START Supplied entries

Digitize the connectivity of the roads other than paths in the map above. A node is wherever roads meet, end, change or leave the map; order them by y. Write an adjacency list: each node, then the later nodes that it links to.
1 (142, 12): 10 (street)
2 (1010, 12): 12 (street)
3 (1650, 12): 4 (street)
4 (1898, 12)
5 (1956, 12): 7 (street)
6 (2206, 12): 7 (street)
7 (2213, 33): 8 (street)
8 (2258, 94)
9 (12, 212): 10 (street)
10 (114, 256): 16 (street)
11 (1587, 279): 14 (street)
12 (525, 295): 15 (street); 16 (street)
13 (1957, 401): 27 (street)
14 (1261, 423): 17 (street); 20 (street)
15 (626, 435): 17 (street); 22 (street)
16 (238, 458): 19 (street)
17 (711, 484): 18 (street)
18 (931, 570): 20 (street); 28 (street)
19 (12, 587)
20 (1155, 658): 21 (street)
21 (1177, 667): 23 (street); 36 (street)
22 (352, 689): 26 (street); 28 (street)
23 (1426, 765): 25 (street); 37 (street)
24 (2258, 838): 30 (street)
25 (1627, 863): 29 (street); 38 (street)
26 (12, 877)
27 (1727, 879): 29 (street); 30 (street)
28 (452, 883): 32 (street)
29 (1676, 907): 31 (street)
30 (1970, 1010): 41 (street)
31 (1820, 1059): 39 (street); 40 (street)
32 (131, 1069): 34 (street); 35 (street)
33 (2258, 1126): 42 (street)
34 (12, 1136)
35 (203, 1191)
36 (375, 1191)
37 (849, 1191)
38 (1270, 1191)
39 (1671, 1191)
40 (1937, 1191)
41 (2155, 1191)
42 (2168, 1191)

END Supplied entries

What you are asked to do -> Give back every line of the data exactly.

Task output ->
Digitize the connectivity of the roads other than paths in the map above. A node is wherever roads meet, end, change or leave the map; order them by y. Write an adjacency list: each node, then the later nodes that it links to.
1 (142, 12): 10 (street)
2 (1010, 12): 12 (street)
3 (1650, 12): 4 (street)
4 (1898, 12)
5 (1956, 12): 7 (street)
6 (2206, 12): 7 (street)
7 (2213, 33): 8 (street)
8 (2258, 94)
9 (12, 212): 10 (street)
10 (114, 256): 16 (street)
11 (1587, 279): 14 (street)
12 (525, 295): 15 (street); 16 (street)
13 (1957, 401): 27 (street)
14 (1261, 423): 17 (street); 20 (street)
15 (626, 435): 17 (street); 22 (street)
16 (238, 458): 19 (street)
17 (711, 484): 18 (street)
18 (931, 570): 20 (street); 28 (street)
19 (12, 587)
20 (1155, 658): 21 (street)
21 (1177, 667): 23 (street); 36 (street)
22 (352, 689): 26 (street); 28 (street)
23 (1426, 765): 25 (street); 37 (street)
24 (2258, 838): 30 (street)
25 (1627, 863): 29 (street); 38 (street)
26 (12, 877)
27 (1727, 879): 29 (street); 30 (street)
28 (452, 883): 32 (street)
29 (1676, 907): 31 (street)
30 (1970, 1010): 41 (street)
31 (1820, 1059): 39 (street); 40 (street)
32 (131, 1069): 34 (street); 35 (street)
33 (2258, 1126): 42 (street)
34 (12, 1136)
35 (203, 1191)
36 (375, 1191)
37 (849, 1191)
38 (1270, 1191)
39 (1671, 1191)
40 (1937, 1191)
41 (2155, 1191)
42 (2168, 1191)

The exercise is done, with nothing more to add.